*** Opening of Record excerpts ***

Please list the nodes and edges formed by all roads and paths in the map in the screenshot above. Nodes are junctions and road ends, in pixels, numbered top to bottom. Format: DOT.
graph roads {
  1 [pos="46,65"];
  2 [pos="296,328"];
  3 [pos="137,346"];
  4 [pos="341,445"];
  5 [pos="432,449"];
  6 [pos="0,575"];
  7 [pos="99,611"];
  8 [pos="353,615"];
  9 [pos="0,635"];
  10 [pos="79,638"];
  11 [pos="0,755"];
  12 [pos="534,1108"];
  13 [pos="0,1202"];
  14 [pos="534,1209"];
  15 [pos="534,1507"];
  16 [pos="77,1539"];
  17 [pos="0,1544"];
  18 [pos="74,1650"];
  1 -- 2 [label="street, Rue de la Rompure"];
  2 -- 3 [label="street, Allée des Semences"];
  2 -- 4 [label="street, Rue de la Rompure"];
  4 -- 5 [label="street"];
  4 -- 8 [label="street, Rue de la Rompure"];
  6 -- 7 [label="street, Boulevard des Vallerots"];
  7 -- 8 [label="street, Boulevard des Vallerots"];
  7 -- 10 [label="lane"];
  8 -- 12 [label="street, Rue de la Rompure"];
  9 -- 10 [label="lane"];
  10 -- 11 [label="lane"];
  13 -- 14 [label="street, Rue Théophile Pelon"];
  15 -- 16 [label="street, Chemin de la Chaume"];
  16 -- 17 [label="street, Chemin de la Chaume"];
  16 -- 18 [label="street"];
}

*** Close of Record excerpts ***

• **Task details**: Write out every record shown above, word for word.

• **Response below**:
Please list the nodes and edges formed by all roads and paths in the map in the screenshot above. Nodes are junctions and road ends, in pixels, numbered top to bottom. Format: DOT.
graph roads {
  1 [pos="46,65"];
  2 [pos="296,328"];
  3 [pos="137,346"];
  4 [pos="341,445"];
  5 [pos="432,449"];
  6 [pos="0,575"];
  7 [pos="99,611"];
  8 [pos="353,615"];
  9 [pos="0,635"];
  10 [pos="79,638"];
  11 [pos="0,755"];
  12 [pos="534,1108"];
  13 [pos="0,1202"];
  14 [pos="534,1209"];
  15 [pos="534,1507"];
  16 [pos="77,1539"];
  17 [pos="0,1544"];
  18 [pos="74,1650"];
  1 -- 2 [label="street, Rue de la Rompure"];
  2 -- 3 [label="street, Allée des Semences"];
  2 -- 4 [label="street, Rue de la Rompure"];
  4 -- 5 [label="street"];
  4 -- 8 [label="street, Rue de la Rompure"];
  6 -- 7 [label="street, Boulevard des Vallerots"];
  7 -- 8 [label="street, Boulevard des Vallerots"];
  7 -- 10 [label="lane"];
  8 -- 12 [label="street, Rue de la Rompure"];
  9 -- 10 [label="lane"];
  10 -- 11 [label="lane"];
  13 -- 14 [label="street, Rue Théophile Pelon"];
  15 -- 16 [label="street, Chemin de la Chaume"];
  16 -- 17 [label="street, Chemin de la Chaume"];
  16 -- 18 [label="street"];
}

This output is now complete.